Nach Lau­tern und Meppen

Eine Woche später, beim Aus­wärts­spiel in Hom­burg, ist die Stim­mung gelöst. Das Team und seine Anhänger befinden sich auf Abschieds­tournee durch die Regio­nal­liga Süd­west. Das Sta­dion des FCH ist umgeben von Laub­wald. Zweige liegen auf dem nassen Tri­bü­nen­beton, in die Luft mischt sich der Geruch von Gras. Ich glaube erst dran, dass wir Dritte Liga spielen, wenn der erste Anstoß aus­ge­führt ist“, sagt Anhän­gerin Simone. Die Mann­heimer sind miss­trau­isch geworden. Gerade muss der Verein noch einige Auf­lagen erfüllen. Es geht um Sicher­heiten und eine Rasen­hei­zung. For­ma­lien, sagen alle Betei­ligten.

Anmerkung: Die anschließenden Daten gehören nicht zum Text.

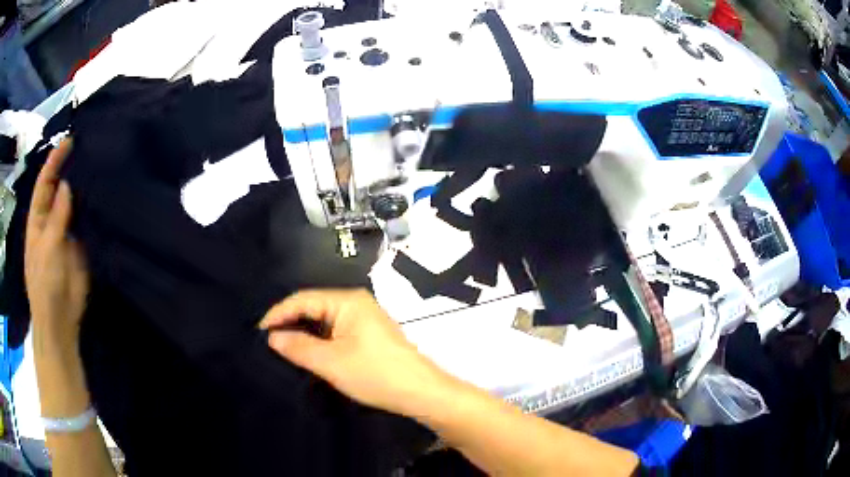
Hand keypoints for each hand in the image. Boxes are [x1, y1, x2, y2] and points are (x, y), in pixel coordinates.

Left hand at [25, 139, 88, 354]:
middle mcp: (51, 220)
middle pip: (60, 189)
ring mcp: (66, 232)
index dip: (54, 162)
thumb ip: (57, 217)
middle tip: (88, 147)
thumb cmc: (45, 285)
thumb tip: (67, 183)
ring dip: (84, 188)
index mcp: (38, 219)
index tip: (69, 141)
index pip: (44, 183)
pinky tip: (105, 196)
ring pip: (75, 204)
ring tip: (99, 166)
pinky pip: (87, 223)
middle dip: (70, 169)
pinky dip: (94, 210)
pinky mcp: (81, 245)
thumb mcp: (47, 249)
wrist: (60, 320)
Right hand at [260, 289, 449, 416]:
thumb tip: (273, 337)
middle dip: (290, 322)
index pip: (302, 299)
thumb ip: (298, 347)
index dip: (278, 313)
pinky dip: (319, 339)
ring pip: (324, 320)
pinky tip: (307, 351)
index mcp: (347, 301)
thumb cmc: (375, 374)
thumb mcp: (331, 362)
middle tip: (267, 340)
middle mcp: (356, 303)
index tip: (258, 332)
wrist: (420, 392)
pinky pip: (335, 330)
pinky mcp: (368, 334)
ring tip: (282, 346)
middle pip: (313, 306)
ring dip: (303, 332)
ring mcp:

In Hom­burg spielt der Waldhof 2:2. Die Fans singen wieder: Marmor, Stein und Eisen bricht. Aber unser Waldhof nicht.“ Sie sind unge­bro­chen. Nächstes Jahr fahren sie nach Mün­chen zu 1860, zum Derby nach Kai­sers­lau­tern. Und natür­lich nach Meppen. Ich werde da ankommen“, hat sich Marcel See­gert vor­ge­nommen, und dann werde ich dem rechten Pfosten hallo sagen.“ Und diesmal, das ver­spricht er, wird die Rück­fahrt ganz sicher nicht leise.